According to a team of researchers, northern Europeans in the Neolithic period initially rejected the practice of farming, which was otherwise spreading throughout the continent. "This discovery goes beyond farming," explains Solange Rigaud, the study's lead author and a researcher at the Center for International Research in the Humanities and Social Sciences (CIRHUS) in New York City. "It also reveals two different cultural trajectories that took place in Europe thousands of years ago, with southern and central regions advancing in many ways and northern regions maintaining their traditions."
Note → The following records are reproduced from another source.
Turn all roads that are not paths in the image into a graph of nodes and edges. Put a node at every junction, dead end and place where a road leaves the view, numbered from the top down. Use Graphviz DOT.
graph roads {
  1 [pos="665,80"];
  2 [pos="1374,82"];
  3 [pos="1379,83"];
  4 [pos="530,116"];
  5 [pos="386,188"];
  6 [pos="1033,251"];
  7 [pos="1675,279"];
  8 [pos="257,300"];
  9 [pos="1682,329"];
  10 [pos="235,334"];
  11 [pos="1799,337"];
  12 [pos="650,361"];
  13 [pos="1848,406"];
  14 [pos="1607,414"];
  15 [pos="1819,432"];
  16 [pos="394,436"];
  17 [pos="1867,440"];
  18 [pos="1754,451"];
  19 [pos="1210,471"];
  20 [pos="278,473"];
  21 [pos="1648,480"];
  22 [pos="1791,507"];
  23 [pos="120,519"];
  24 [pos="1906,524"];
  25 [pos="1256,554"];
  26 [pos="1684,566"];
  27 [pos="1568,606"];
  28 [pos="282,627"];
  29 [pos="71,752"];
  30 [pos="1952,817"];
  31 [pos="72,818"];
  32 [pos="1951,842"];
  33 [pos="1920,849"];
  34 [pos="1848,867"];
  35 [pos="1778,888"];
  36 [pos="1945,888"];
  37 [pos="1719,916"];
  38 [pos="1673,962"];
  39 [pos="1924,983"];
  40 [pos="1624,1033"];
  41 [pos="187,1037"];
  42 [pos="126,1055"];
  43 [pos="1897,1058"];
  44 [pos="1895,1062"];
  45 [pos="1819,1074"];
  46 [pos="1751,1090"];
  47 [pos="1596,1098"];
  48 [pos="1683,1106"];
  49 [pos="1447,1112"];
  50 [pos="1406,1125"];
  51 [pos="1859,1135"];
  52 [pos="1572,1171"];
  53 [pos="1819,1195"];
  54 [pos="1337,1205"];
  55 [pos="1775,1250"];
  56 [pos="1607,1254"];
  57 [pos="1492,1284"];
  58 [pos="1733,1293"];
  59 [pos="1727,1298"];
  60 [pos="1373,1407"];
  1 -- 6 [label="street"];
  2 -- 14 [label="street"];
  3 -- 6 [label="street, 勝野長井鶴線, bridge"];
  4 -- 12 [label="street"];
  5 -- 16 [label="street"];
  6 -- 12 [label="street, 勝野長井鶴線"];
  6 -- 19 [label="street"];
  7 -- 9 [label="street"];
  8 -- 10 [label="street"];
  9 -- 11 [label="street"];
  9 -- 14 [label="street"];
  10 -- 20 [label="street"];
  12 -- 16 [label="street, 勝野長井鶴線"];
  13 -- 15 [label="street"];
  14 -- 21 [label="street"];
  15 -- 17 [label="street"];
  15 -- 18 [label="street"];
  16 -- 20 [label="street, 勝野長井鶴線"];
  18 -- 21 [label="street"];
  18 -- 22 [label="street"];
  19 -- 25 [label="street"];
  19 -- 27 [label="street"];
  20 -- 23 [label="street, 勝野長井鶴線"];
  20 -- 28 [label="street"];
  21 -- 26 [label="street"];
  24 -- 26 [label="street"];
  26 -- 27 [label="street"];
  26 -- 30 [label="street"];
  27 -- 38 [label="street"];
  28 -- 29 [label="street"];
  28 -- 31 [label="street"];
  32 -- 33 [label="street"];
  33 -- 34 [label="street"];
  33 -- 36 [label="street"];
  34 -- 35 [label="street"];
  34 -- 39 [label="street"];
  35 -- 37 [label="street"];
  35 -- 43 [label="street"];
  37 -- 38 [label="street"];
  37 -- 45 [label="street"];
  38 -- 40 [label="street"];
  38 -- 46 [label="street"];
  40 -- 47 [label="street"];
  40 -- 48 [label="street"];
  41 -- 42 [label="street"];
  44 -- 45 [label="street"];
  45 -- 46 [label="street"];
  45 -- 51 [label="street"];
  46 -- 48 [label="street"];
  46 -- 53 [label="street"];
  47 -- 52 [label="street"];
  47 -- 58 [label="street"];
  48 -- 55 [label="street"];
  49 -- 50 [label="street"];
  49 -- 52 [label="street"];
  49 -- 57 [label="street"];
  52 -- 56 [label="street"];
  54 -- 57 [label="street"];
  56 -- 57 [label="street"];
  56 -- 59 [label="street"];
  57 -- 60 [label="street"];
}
     The researchers - that include Francesco d'Errico, a professor at France's National Center for Scientific Research (CNRS) and Norway's University of Bergen, and Marian Vanhaeren, a professor at CNRS - focused on the adoption or rejection of certain types of beads or bracelets worn by different populations to understand the spread of specific practices. Previous scholarship has shown a link between the embrace of survival methods and the adoption of particular ornaments. However, the new study marks the first time researchers have used ornaments to trace the adoption of farming in this part of the world during the Early Neolithic period (8,000-5,000 BCE).
     It has been long established that the first farmers came to Europe 8,000 years ago, however, the pathways of the spread of farming over the next 3,000 years are less clear.
To explore this process, the researchers examined more than 200 bead-types found at more than 400 European sites over a 3,000-year period.
     Their results show the spread throughout Central and Southern Europe of ornaments linked to farmers: human-shaped beads and bracelets composed of perforated shells. By contrast, the researchers did not find these types of ornaments in the Baltic region of northern Europe. Rather, this area held on to decorative wear typically used by hunting and foraging populations - perforated shells rather than beads or bracelets found in farming communities.
     "It's clear hunters and foragers in the Baltic area resisted the adoption of ornaments worn by farmers during this period," explains Rigaud. "We've therefore concluded that this cultural boundary reflected a block in the advancement of farming - at least during the Neolithic period."